◆ **Task objective**
Copy each line of the data that has "ფიროსმანის" in it.

Entries taken from a collection
____

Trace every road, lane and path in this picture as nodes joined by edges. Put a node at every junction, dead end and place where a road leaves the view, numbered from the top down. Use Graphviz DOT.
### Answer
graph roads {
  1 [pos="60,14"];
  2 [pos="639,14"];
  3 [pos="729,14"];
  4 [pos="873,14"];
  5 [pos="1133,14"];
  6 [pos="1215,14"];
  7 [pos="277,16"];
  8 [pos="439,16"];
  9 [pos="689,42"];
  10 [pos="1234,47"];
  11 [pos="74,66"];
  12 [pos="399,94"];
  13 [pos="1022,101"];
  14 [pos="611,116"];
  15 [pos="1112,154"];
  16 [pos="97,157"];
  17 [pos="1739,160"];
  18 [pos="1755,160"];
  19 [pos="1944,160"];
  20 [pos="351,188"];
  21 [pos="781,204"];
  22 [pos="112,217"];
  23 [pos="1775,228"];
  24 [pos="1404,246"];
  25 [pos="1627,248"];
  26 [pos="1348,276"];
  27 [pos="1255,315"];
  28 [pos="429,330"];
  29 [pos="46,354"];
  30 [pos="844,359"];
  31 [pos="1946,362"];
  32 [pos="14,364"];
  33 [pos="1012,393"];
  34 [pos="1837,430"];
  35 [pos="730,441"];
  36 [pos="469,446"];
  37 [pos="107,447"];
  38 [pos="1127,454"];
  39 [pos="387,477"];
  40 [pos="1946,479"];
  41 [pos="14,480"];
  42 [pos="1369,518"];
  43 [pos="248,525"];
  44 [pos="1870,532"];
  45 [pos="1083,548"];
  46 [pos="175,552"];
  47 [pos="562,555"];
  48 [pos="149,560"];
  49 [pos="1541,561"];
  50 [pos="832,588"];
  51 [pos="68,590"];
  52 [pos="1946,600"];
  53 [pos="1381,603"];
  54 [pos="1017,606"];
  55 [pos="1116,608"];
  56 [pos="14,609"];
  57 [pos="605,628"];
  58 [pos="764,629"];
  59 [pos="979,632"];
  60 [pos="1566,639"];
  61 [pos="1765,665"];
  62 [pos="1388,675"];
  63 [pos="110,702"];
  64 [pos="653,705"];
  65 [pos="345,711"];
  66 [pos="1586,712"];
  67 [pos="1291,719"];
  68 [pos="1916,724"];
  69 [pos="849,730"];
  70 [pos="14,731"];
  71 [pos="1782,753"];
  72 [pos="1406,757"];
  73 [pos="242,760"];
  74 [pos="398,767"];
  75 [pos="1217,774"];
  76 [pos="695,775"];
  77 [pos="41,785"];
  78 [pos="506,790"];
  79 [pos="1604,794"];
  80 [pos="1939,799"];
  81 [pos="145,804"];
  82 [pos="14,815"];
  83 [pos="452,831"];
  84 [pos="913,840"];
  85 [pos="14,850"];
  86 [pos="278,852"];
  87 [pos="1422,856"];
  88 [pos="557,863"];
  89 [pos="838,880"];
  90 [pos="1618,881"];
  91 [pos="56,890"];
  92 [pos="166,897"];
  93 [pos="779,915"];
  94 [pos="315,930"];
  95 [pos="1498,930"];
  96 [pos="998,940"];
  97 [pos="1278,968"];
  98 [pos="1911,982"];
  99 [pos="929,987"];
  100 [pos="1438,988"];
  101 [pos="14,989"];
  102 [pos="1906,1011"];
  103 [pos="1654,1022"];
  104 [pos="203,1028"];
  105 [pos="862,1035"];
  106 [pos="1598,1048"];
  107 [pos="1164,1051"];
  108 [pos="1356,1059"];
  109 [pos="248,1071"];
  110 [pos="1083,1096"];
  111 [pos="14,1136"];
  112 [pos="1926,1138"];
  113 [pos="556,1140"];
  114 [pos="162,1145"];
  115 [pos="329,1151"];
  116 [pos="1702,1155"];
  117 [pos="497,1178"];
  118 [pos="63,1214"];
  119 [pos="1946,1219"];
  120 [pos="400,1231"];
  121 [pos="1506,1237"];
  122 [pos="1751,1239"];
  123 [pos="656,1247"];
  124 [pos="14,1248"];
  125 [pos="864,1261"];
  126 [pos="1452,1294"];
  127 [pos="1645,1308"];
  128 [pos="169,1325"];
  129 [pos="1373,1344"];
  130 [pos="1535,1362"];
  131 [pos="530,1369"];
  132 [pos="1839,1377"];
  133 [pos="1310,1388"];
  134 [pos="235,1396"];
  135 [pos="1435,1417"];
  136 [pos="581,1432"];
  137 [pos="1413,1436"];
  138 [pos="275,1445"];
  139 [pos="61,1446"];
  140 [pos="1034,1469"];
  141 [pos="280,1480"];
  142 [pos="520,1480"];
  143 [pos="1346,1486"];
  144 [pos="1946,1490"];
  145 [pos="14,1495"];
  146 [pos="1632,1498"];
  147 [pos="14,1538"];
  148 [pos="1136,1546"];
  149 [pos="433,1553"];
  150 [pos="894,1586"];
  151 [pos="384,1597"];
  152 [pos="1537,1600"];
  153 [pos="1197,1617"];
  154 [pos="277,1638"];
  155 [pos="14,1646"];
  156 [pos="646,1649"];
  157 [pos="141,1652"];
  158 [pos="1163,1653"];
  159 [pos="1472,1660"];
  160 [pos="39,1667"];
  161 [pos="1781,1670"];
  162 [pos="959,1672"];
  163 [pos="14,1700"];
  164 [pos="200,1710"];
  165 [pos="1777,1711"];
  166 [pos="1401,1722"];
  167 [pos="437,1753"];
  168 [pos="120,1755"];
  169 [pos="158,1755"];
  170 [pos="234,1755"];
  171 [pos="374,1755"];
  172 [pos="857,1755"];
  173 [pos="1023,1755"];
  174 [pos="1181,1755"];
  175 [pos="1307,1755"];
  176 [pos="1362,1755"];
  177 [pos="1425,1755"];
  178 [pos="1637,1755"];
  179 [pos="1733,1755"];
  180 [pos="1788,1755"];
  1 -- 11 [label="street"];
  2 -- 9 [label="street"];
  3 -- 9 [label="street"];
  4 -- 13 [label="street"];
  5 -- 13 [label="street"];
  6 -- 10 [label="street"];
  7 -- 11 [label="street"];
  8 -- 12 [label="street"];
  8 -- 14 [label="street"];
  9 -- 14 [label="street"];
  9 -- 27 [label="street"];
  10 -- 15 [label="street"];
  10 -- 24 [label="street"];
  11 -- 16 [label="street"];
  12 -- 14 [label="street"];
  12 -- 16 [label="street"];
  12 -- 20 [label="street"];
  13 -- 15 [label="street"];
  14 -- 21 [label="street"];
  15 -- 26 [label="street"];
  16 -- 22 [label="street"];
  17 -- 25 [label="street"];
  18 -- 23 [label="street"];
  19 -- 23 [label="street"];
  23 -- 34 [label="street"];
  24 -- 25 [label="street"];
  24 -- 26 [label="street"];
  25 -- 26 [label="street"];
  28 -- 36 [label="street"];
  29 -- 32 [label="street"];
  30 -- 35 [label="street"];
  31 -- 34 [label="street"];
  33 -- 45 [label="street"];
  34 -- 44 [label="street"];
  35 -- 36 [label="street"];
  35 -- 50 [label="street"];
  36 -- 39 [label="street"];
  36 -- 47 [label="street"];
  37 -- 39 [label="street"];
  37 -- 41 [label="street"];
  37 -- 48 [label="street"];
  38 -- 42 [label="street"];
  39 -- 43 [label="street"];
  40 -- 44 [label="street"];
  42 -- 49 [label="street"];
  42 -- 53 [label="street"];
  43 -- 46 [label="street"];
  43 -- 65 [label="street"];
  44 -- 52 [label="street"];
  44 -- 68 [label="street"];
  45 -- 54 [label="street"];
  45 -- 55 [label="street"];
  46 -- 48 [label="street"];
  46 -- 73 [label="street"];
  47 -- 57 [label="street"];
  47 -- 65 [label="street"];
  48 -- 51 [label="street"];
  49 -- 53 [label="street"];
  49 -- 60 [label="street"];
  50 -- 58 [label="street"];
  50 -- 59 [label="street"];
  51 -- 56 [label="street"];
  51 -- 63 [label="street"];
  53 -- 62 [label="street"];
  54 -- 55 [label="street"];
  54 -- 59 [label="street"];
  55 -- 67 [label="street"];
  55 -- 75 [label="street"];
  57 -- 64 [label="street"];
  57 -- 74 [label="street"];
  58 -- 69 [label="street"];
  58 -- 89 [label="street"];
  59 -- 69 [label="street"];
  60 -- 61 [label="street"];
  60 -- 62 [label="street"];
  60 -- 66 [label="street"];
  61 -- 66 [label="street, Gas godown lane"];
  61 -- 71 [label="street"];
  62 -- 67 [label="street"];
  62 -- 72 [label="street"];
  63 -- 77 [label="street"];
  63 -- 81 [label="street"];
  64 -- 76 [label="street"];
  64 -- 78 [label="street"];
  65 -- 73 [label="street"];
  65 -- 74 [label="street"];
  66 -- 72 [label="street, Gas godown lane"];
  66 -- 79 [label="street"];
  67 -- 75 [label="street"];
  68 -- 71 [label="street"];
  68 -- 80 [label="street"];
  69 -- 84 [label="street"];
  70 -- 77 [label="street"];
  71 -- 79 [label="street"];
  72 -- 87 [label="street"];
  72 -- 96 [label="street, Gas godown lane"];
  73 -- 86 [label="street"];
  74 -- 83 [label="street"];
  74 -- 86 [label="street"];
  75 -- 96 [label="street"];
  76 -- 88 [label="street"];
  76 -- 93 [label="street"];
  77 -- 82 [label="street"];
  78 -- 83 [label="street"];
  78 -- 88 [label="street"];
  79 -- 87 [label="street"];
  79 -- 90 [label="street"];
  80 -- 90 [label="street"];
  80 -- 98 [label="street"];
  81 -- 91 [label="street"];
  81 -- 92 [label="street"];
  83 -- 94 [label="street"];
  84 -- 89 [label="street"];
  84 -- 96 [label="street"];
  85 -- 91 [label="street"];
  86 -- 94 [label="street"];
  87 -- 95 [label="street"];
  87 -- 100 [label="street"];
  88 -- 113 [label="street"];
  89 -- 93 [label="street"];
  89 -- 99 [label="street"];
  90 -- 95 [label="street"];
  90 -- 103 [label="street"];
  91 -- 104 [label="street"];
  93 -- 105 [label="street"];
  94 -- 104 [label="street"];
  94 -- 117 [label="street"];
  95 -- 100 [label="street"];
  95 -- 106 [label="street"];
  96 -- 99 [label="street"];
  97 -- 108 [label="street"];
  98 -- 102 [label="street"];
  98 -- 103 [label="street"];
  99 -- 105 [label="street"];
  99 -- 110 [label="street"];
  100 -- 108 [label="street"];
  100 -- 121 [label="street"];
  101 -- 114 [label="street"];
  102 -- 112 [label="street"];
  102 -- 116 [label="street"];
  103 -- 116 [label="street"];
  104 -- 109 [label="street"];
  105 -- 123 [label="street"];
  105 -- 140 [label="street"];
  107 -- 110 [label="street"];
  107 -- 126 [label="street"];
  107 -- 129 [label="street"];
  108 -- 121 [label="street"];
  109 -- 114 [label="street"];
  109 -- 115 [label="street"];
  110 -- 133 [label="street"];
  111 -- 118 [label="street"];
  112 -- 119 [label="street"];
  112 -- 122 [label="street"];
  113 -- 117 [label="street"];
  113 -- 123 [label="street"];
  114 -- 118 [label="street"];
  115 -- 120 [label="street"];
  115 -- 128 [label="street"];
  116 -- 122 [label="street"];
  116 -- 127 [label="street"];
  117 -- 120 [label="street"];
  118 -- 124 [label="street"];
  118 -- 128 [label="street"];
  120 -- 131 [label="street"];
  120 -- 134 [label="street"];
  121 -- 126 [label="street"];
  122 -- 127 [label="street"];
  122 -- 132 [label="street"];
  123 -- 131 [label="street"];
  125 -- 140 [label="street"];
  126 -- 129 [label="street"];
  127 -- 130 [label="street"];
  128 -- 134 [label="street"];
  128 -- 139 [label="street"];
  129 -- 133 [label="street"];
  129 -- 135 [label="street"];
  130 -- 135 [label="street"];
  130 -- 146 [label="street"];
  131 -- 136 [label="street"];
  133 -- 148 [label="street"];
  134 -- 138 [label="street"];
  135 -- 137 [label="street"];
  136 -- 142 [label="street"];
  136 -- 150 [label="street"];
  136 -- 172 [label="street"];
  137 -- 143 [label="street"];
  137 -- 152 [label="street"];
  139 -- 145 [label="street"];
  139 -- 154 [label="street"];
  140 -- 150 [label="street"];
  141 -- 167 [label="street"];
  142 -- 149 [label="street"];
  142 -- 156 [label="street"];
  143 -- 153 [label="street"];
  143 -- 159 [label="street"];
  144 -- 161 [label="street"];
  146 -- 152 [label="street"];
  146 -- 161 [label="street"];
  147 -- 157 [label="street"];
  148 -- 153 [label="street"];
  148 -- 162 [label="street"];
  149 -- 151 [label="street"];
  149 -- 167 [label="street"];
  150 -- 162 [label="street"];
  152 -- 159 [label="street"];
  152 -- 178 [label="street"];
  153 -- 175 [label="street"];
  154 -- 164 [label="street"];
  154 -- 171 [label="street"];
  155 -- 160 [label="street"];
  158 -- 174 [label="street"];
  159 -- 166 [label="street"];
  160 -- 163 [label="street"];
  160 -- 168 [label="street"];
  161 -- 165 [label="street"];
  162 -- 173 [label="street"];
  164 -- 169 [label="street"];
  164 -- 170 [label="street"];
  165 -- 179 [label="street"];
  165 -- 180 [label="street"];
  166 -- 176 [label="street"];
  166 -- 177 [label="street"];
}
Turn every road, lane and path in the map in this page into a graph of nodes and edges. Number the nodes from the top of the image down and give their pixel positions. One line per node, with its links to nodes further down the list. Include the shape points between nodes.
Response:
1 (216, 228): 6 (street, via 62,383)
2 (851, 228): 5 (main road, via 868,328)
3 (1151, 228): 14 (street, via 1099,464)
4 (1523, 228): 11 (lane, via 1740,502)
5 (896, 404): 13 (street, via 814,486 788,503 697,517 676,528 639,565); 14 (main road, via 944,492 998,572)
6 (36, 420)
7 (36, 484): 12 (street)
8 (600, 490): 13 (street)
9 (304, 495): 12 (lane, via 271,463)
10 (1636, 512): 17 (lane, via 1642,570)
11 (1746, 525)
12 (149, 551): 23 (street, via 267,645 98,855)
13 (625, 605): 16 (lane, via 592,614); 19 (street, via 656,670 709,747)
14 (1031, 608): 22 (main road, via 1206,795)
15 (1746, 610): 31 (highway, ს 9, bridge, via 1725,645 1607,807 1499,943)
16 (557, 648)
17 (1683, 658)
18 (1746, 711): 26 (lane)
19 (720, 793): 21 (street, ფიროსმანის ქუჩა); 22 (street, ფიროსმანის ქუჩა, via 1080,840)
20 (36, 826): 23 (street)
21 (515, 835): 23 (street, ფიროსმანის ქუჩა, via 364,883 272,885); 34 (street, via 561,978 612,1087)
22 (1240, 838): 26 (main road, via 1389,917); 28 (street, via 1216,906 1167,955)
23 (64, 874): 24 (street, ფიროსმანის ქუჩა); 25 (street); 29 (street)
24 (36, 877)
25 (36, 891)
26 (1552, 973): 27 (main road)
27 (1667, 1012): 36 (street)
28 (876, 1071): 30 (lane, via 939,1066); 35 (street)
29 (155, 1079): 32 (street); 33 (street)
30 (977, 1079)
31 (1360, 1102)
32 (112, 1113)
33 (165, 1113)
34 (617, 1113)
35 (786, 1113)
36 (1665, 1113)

____

◆ **Solution to this problem**
19 (720, 793): 21 (street, ფიროსმანის ქუჩა); 22 (street, ფიროსმანის ქუჩა, via 1080,840)
21 (515, 835): 23 (street, ფიროსმანის ქუჩა, via 364,883 272,885); 34 (street, via 561,978 612,1087)
23 (64, 874): 24 (street, ფიროსმანის ქუჩა); 25 (street); 29 (street)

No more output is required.